▶ _The task_: The word "Trường" may appear in some lines of the data; copy every such line.

*** Supplied information Section Begins ***

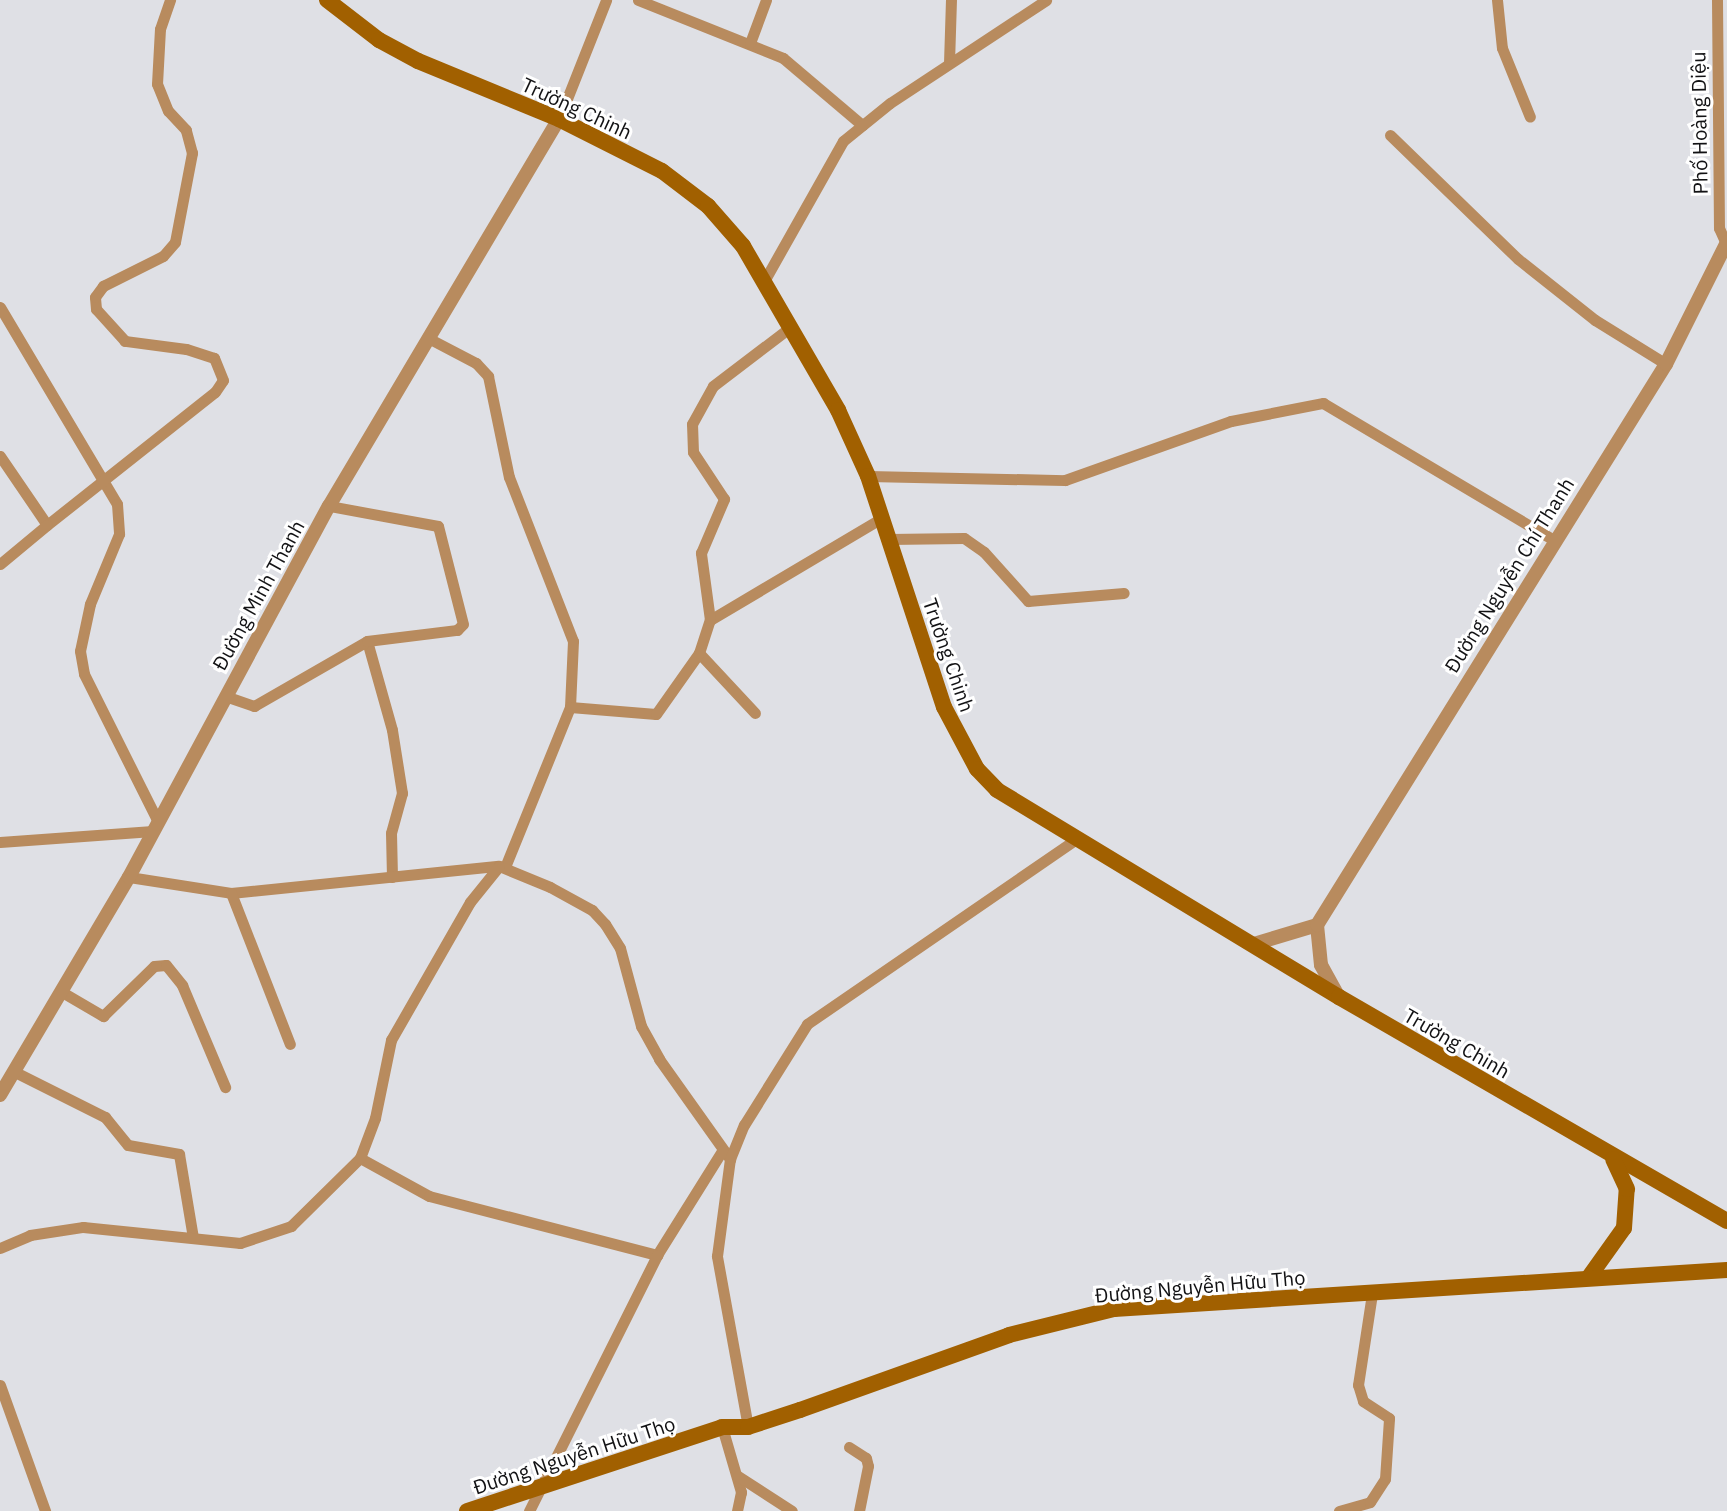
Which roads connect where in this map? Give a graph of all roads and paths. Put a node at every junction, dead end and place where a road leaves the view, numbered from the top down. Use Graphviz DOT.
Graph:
graph roads {
  1 [pos="170,0"];
  2 [pos="327,0"];
  3 [pos="606,0"];
  4 [pos="638,0"];
  5 [pos="766,0"];
  6 [pos="951,0"];
  7 [pos="1046,0"];
  8 [pos="1497,0"];
  9 [pos="1717,0"];
  10 [pos="750,43"];
  11 [pos="949,63"];
  12 [pos="1530,117"];
  13 [pos="559,119"];
  14 [pos="862,125"];
  15 [pos="1390,135"];
  16 [pos="1726,243"];
  17 [pos="763,283"];
  18 [pos="0,307"];
  19 [pos="789,328"];
  20 [pos="430,339"];
  21 [pos="1666,364"];
  22 [pos="0,456"];
  23 [pos="868,476"];
  24 [pos="104,478"];
  25 [pos="329,506"];
  26 [pos="882,518"];
  27 [pos="47,525"];
  28 [pos="889,539"];
  29 [pos="1554,540"];
  30 [pos="0,564"];
  31 [pos="1124,593"];
  32 [pos="710,620"];
  33 [pos="367,641"];
  34 [pos="699,653"];
  35 [pos="225,696"];
  36 [pos="570,707"];
  37 [pos="755,713"];
  38 [pos="155,827"];
  39 [pos="1075,840"];
  40 [pos="0,842"];
  41 [pos="502,866"];
  42 [pos="129,877"];
  43 [pos="392,877"];
  44 [pos="231,893"];
  45 [pos="1317,925"];
  46 [pos="1254,944"];
  47 [pos="62,992"];
  48 [pos="1339,997"];
  49 [pos="290,1044"];
  50 [pos="15,1072"];
  51 [pos="225,1087"];
  52 [pos="0,1095"];
  53 [pos="726,1155"];
  54 [pos="1613,1157"];
  55 [pos="360,1158"];
  56 [pos="1727,1221"];
  57 [pos="193,1238"];
  58 [pos="0,1248"];
  59 [pos="657,1255"];
  60 [pos="1727,1270"];
  61 [pos="1589,1277"];
  62 [pos="1372,1293"];
  63 [pos="0,1385"];
  64 [pos="722,1427"];
  65 [pos="748,1427"];
  66 [pos="849,1447"];
  67 [pos="738,1476"];
  68 [pos="541,1487"];
  69 [pos="45,1511"];
  70 [pos="467,1511"];
  71 [pos="529,1511"];
  72 [pos="737,1511"];
  73 [pos="792,1511"];
  74 [pos="859,1511"];
  75 [pos="1339,1511"];
  1 -- 24 [label="street"];
  2 -- 13 [label="main road, Trường Chinh"];
  3 -- 13 [label="street"];
  4 -- 10 [label="street"];
  5 -- 10 [label="street"];
  6 -- 11 [label="street"];
  7 -- 11 [label="street"];
  8 -- 12 [label="street"];
  9 -- 16 [label="street, Phố Hoàng Diệu"];
  10 -- 14 [label="street"];
  11 -- 14 [label="street"];
  13 -- 17 [label="main road, Trường Chinh"];
  13 -- 20 [label="street, Đường Minh Thanh"];
  14 -- 17 [label="street"];
  15 -- 21 [label="street"];
  16 -- 21 [label="street, Đường Nguyễn Chí Thanh"];
  17 -- 19 [label="main road, Trường Chinh"];
  18 -- 24 [label="street"];
  19 -- 23 [label="main road, Trường Chinh"];
  19 -- 32 [label="street"];
  20 -- 25 [label="street, Đường Minh Thanh"];
  20 -- 36 [label="street"];
  21 -- 29 [label="street, Đường Nguyễn Chí Thanh"];
  22 -- 27 [label="street"];
  23 -- 26 [label="main road, Trường Chinh"];
  23 -- 29 [label="street"];
  24 -- 27 [label="street"];
  24 -- 38 [label="street"];
  25 -- 33 [label="street"];
  25 -- 35 [label="street, Đường Minh Thanh"];
  26 -- 28 [label="main road, Trường Chinh"];
  26 -- 32 [label="street"];
  27 -- 30 [label="street"];
  28 -- 31 [label="street"];
  28 -- 39 [label="main road, Trường Chinh"];
  29 -- 45 [label="street, Đường Nguyễn Chí Thanh"];
  32 -- 34 [label="street"];
  33 -- 35 [label="street"];
  33 -- 43 [label="street"];
  34 -- 36 [label="street"];
  34 -- 37 [label="street"];
  35 -- 38 [label="street, Đường Minh Thanh"];
  36 -- 41 [label="street"];
  38 -- 40 [label="street"];
  38 -- 42 [label="street, Đường Minh Thanh"];
  39 -- 46 [label="main road, Trường Chinh"];
  39 -- 53 [label="street"];
  41 -- 43 [label="street"];
  41 -- 53 [label="street"];
  41 -- 55 [label="street"];
  42 -- 44 [label="street"];
  42 -- 47 [label="street, Đường Minh Thanh"];
  43 -- 44 [label="street"];
  44 -- 49 [label="street"];
  45 -- 46 [label="street"];
  45 -- 48 [label="street"];
  46 -- 48 [label="main road, Trường Chinh"];
  47 -- 50 [label="street, Đường Minh Thanh"];
  47 -- 51 [label="street"];
  48 -- 54 [label="main road, Trường Chinh"];
  50 -- 52 [label="street, Đường Minh Thanh"];
  50 -- 57 [label="street"];
  53 -- 59 [label="street"];
  53 -- 65 [label="street"];
  54 -- 56 [label="main road, Trường Chinh"];
  54 -- 61 [label="main road"];
  55 -- 57 [label="street"];
  55 -- 59 [label="street"];
  57 -- 58 [label="street"];
  59 -- 68 [label="street"];
  60 -- 61 [label="main road, Đường Nguyễn Hữu Thọ"];
  61 -- 62 [label="main road, Đường Nguyễn Hữu Thọ"];
  62 -- 65 [label="main road, Đường Nguyễn Hữu Thọ"];
  62 -- 75 [label="street"];
  63 -- 69 [label="street"];
  64 -- 65 [label="main road, Đường Nguyễn Hữu Thọ"];
  64 -- 67 [label="street"];
  64 -- 68 [label="main road, Đường Nguyễn Hữu Thọ"];
  66 -- 74 [label="street"];
  67 -- 72 [label="street"];
  67 -- 73 [label="street"];
  68 -- 70 [label="main road, Đường Nguyễn Hữu Thọ"];
  68 -- 71 [label="street"];
}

*** Supplied information Section Ends ***

▶ _Task answer_:
  2 -- 13 [label="main road, Trường Chinh"];
  13 -- 17 [label="main road, Trường Chinh"];
  17 -- 19 [label="main road, Trường Chinh"];
  19 -- 23 [label="main road, Trường Chinh"];
  23 -- 26 [label="main road, Trường Chinh"];
  26 -- 28 [label="main road, Trường Chinh"];
  28 -- 39 [label="main road, Trường Chinh"];
  39 -- 46 [label="main road, Trường Chinh"];
  46 -- 48 [label="main road, Trường Chinh"];
  48 -- 54 [label="main road, Trường Chinh"];
  54 -- 56 [label="main road, Trường Chinh"];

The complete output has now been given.